Stored data entries:
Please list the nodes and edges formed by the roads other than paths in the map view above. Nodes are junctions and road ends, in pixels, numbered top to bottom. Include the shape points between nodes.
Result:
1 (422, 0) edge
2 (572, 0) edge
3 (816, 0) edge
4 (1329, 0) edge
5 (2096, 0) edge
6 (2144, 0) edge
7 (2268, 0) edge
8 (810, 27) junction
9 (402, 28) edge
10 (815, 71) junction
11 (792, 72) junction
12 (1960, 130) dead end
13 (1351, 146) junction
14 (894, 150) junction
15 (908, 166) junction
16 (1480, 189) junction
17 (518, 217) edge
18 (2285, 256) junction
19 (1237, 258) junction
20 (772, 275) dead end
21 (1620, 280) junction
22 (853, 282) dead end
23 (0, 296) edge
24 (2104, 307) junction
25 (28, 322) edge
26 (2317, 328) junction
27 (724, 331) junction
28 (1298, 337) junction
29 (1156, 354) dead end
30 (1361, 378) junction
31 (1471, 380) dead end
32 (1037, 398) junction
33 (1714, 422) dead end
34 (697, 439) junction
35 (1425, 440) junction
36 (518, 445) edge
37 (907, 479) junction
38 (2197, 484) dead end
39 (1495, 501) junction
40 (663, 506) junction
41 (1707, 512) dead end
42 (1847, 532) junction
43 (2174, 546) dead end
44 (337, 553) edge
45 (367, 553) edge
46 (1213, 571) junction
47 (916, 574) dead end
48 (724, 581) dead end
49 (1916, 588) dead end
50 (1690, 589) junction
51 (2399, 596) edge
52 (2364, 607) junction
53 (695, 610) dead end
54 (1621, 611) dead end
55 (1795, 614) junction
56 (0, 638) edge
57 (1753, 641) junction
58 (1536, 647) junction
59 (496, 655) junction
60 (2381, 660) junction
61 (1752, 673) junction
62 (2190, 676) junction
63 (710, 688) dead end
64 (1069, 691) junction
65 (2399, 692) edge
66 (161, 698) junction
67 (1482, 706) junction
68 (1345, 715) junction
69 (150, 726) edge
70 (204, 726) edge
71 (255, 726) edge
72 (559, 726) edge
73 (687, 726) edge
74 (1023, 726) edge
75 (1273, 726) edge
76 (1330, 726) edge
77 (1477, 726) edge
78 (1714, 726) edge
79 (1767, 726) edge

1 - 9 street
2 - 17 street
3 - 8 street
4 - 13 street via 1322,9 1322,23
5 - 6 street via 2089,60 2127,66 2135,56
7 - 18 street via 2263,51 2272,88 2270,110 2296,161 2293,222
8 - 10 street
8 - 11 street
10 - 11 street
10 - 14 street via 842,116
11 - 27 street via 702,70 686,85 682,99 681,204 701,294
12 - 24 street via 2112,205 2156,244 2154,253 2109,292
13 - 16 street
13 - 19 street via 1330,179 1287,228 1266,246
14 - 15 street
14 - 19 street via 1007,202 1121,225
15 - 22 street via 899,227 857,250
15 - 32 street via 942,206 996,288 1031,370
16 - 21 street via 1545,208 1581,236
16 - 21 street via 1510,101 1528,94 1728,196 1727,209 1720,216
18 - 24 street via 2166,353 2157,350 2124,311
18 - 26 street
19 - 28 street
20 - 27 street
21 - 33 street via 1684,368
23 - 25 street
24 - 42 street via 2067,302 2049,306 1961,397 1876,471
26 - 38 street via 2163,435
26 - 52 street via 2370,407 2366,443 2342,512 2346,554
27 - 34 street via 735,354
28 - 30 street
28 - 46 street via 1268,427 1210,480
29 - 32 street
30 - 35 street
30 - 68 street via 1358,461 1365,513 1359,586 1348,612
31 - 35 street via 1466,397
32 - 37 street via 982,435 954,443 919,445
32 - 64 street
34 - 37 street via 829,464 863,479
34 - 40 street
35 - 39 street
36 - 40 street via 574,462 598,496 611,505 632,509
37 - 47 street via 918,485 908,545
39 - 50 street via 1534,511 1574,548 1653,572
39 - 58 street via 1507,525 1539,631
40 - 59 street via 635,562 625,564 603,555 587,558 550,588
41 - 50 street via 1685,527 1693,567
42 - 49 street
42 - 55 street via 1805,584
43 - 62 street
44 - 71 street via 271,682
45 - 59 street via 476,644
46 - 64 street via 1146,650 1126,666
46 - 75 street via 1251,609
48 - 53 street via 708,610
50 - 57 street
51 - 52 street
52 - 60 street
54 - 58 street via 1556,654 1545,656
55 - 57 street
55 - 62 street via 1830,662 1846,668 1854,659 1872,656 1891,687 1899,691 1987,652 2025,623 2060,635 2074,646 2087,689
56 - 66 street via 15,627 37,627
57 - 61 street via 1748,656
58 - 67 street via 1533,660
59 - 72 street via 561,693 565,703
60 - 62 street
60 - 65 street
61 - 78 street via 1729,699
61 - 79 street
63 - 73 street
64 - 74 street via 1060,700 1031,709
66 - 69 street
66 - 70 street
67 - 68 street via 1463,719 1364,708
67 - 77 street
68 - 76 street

Work task:
Your job here is to copy the entries above exactly.

Exercise response:
Please list the nodes and edges formed by the roads other than paths in the map view above. Nodes are junctions and road ends, in pixels, numbered top to bottom. Include the shape points between nodes.
Result:
1 (422, 0) edge
2 (572, 0) edge
3 (816, 0) edge
4 (1329, 0) edge
5 (2096, 0) edge
6 (2144, 0) edge
7 (2268, 0) edge
8 (810, 27) junction
9 (402, 28) edge
10 (815, 71) junction
11 (792, 72) junction
12 (1960, 130) dead end
13 (1351, 146) junction
14 (894, 150) junction
15 (908, 166) junction
16 (1480, 189) junction
17 (518, 217) edge
18 (2285, 256) junction
19 (1237, 258) junction
20 (772, 275) dead end
21 (1620, 280) junction
22 (853, 282) dead end
23 (0, 296) edge
24 (2104, 307) junction
25 (28, 322) edge
26 (2317, 328) junction
27 (724, 331) junction
28 (1298, 337) junction
29 (1156, 354) dead end
30 (1361, 378) junction
31 (1471, 380) dead end
32 (1037, 398) junction
33 (1714, 422) dead end
34 (697, 439) junction
35 (1425, 440) junction
36 (518, 445) edge
37 (907, 479) junction
38 (2197, 484) dead end
39 (1495, 501) junction
40 (663, 506) junction
41 (1707, 512) dead end
42 (1847, 532) junction
43 (2174, 546) dead end
44 (337, 553) edge
45 (367, 553) edge
46 (1213, 571) junction
47 (916, 574) dead end
48 (724, 581) dead end
49 (1916, 588) dead end
50 (1690, 589) junction
51 (2399, 596) edge
52 (2364, 607) junction
53 (695, 610) dead end
54 (1621, 611) dead end
55 (1795, 614) junction
56 (0, 638) edge
57 (1753, 641) junction
58 (1536, 647) junction
59 (496, 655) junction
60 (2381, 660) junction
61 (1752, 673) junction
62 (2190, 676) junction
63 (710, 688) dead end
64 (1069, 691) junction
65 (2399, 692) edge
66 (161, 698) junction
67 (1482, 706) junction
68 (1345, 715) junction
69 (150, 726) edge
70 (204, 726) edge
71 (255, 726) edge
72 (559, 726) edge
73 (687, 726) edge
74 (1023, 726) edge
75 (1273, 726) edge
76 (1330, 726) edge
77 (1477, 726) edge
78 (1714, 726) edge
79 (1767, 726) edge

1 - 9 street
2 - 17 street
3 - 8 street
4 - 13 street via 1322,9 1322,23
5 - 6 street via 2089,60 2127,66 2135,56
7 - 18 street via 2263,51 2272,88 2270,110 2296,161 2293,222
8 - 10 street
8 - 11 street
10 - 11 street
10 - 14 street via 842,116
11 - 27 street via 702,70 686,85 682,99 681,204 701,294
12 - 24 street via 2112,205 2156,244 2154,253 2109,292
13 - 16 street
13 - 19 street via 1330,179 1287,228 1266,246
14 - 15 street
14 - 19 street via 1007,202 1121,225
15 - 22 street via 899,227 857,250
15 - 32 street via 942,206 996,288 1031,370
16 - 21 street via 1545,208 1581,236
16 - 21 street via 1510,101 1528,94 1728,196 1727,209 1720,216
18 - 24 street via 2166,353 2157,350 2124,311
18 - 26 street
19 - 28 street
20 - 27 street
21 - 33 street via 1684,368
23 - 25 street
24 - 42 street via 2067,302 2049,306 1961,397 1876,471
26 - 38 street via 2163,435
26 - 52 street via 2370,407 2366,443 2342,512 2346,554
27 - 34 street via 735,354
28 - 30 street
28 - 46 street via 1268,427 1210,480
29 - 32 street
30 - 35 street
30 - 68 street via 1358,461 1365,513 1359,586 1348,612
31 - 35 street via 1466,397
32 - 37 street via 982,435 954,443 919,445
32 - 64 street
34 - 37 street via 829,464 863,479
34 - 40 street
35 - 39 street
36 - 40 street via 574,462 598,496 611,505 632,509
37 - 47 street via 918,485 908,545
39 - 50 street via 1534,511 1574,548 1653,572
39 - 58 street via 1507,525 1539,631
40 - 59 street via 635,562 625,564 603,555 587,558 550,588
41 - 50 street via 1685,527 1693,567
42 - 49 street
42 - 55 street via 1805,584
43 - 62 street
44 - 71 street via 271,682
45 - 59 street via 476,644
46 - 64 street via 1146,650 1126,666
46 - 75 street via 1251,609
48 - 53 street via 708,610
50 - 57 street
51 - 52 street
52 - 60 street
54 - 58 street via 1556,654 1545,656
55 - 57 street
55 - 62 street via 1830,662 1846,668 1854,659 1872,656 1891,687 1899,691 1987,652 2025,623 2060,635 2074,646 2087,689
56 - 66 street via 15,627 37,627
57 - 61 street via 1748,656
58 - 67 street via 1533,660
59 - 72 street via 561,693 565,703
60 - 62 street
60 - 65 street
61 - 78 street via 1729,699
61 - 79 street
63 - 73 street
64 - 74 street via 1060,700 1031,709
66 - 69 street
66 - 70 street
67 - 68 street via 1463,719 1364,708
67 - 77 street
68 - 76 street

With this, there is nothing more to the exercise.